» Records provided
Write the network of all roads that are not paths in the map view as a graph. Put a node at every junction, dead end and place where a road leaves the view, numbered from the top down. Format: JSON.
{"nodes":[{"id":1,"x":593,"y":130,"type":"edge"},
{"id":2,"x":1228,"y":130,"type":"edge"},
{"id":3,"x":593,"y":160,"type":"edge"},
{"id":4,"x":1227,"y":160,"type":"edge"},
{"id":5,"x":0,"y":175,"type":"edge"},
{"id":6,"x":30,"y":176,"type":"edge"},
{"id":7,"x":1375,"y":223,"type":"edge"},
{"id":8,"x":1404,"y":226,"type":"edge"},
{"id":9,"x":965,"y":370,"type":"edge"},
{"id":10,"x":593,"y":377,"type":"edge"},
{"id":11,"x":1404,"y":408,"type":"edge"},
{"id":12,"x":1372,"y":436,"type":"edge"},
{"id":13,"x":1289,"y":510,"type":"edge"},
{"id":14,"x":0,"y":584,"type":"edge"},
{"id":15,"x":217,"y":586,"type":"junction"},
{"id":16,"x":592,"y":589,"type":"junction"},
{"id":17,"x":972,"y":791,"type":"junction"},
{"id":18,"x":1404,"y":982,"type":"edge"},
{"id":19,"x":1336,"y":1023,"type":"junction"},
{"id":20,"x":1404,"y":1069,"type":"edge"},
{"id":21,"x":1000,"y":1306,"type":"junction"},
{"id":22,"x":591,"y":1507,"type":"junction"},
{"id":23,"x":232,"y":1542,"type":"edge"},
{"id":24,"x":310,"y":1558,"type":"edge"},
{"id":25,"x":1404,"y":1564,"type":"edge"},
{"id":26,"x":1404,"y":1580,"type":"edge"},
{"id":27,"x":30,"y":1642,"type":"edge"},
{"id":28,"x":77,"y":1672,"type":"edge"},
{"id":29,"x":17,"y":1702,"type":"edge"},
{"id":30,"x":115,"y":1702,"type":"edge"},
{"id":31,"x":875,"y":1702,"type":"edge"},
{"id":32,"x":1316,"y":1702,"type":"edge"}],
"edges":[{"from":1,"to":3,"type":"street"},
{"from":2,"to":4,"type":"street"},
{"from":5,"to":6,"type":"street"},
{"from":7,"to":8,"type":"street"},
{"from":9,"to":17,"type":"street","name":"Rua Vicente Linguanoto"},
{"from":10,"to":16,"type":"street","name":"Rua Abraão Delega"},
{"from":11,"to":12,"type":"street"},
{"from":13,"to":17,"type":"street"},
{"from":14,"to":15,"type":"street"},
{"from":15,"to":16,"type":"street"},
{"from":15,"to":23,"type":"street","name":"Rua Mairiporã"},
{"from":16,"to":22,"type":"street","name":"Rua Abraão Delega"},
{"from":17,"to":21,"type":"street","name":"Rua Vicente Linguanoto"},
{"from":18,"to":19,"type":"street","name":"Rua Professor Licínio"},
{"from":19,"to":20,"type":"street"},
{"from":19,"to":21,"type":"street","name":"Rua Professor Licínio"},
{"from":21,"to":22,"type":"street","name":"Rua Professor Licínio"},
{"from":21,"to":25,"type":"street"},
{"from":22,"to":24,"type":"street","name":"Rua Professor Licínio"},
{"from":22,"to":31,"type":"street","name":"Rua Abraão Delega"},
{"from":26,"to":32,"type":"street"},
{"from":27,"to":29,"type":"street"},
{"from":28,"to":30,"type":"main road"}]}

» Task brief
For this exercise, repeat the data above exactly.

» Response to this exercise
Write the network of all roads that are not paths in the map view as a graph. Put a node at every junction, dead end and place where a road leaves the view, numbered from the top down. Format: JSON.
{"nodes":[{"id":1,"x":593,"y":130,"type":"edge"},
{"id":2,"x":1228,"y":130,"type":"edge"},
{"id":3,"x":593,"y":160,"type":"edge"},
{"id":4,"x":1227,"y":160,"type":"edge"},
{"id":5,"x":0,"y":175,"type":"edge"},
{"id":6,"x":30,"y":176,"type":"edge"},
{"id":7,"x":1375,"y":223,"type":"edge"},
{"id":8,"x":1404,"y":226,"type":"edge"},
{"id":9,"x":965,"y":370,"type":"edge"},
{"id":10,"x":593,"y":377,"type":"edge"},
{"id":11,"x":1404,"y":408,"type":"edge"},
{"id":12,"x":1372,"y":436,"type":"edge"},
{"id":13,"x":1289,"y":510,"type":"edge"},
{"id":14,"x":0,"y":584,"type":"edge"},
{"id":15,"x":217,"y":586,"type":"junction"},
{"id":16,"x":592,"y":589,"type":"junction"},
{"id":17,"x":972,"y":791,"type":"junction"},
{"id":18,"x":1404,"y":982,"type":"edge"},
{"id":19,"x":1336,"y":1023,"type":"junction"},
{"id":20,"x":1404,"y":1069,"type":"edge"},
{"id":21,"x":1000,"y":1306,"type":"junction"},
{"id":22,"x":591,"y":1507,"type":"junction"},
{"id":23,"x":232,"y":1542,"type":"edge"},
{"id":24,"x":310,"y":1558,"type":"edge"},
{"id":25,"x":1404,"y":1564,"type":"edge"},
{"id":26,"x":1404,"y":1580,"type":"edge"},
{"id":27,"x":30,"y":1642,"type":"edge"},
{"id":28,"x":77,"y":1672,"type":"edge"},
{"id":29,"x":17,"y":1702,"type":"edge"},
{"id":30,"x":115,"y":1702,"type":"edge"},
{"id":31,"x":875,"y":1702,"type":"edge"},
{"id":32,"x":1316,"y":1702,"type":"edge"}],
"edges":[{"from":1,"to":3,"type":"street"},
{"from":2,"to":4,"type":"street"},
{"from":5,"to":6,"type":"street"},
{"from":7,"to":8,"type":"street"},
{"from":9,"to":17,"type":"street","name":"Rua Vicente Linguanoto"},
{"from":10,"to":16,"type":"street","name":"Rua Abraão Delega"},
{"from":11,"to":12,"type":"street"},
{"from":13,"to":17,"type":"street"},
{"from":14,"to":15,"type":"street"},
{"from":15,"to":16,"type":"street"},
{"from":15,"to":23,"type":"street","name":"Rua Mairiporã"},
{"from":16,"to":22,"type":"street","name":"Rua Abraão Delega"},
{"from":17,"to":21,"type":"street","name":"Rua Vicente Linguanoto"},
{"from":18,"to":19,"type":"street","name":"Rua Professor Licínio"},
{"from":19,"to":20,"type":"street"},
{"from":19,"to":21,"type":"street","name":"Rua Professor Licínio"},
{"from":21,"to":22,"type":"street","name":"Rua Professor Licínio"},
{"from":21,"to":25,"type":"street"},
{"from":22,"to":24,"type":"street","name":"Rua Professor Licínio"},
{"from":22,"to":31,"type":"street","name":"Rua Abraão Delega"},
{"from":26,"to":32,"type":"street"},
{"from":27,"to":29,"type":"street"},
{"from":28,"to":30,"type":"main road"}]}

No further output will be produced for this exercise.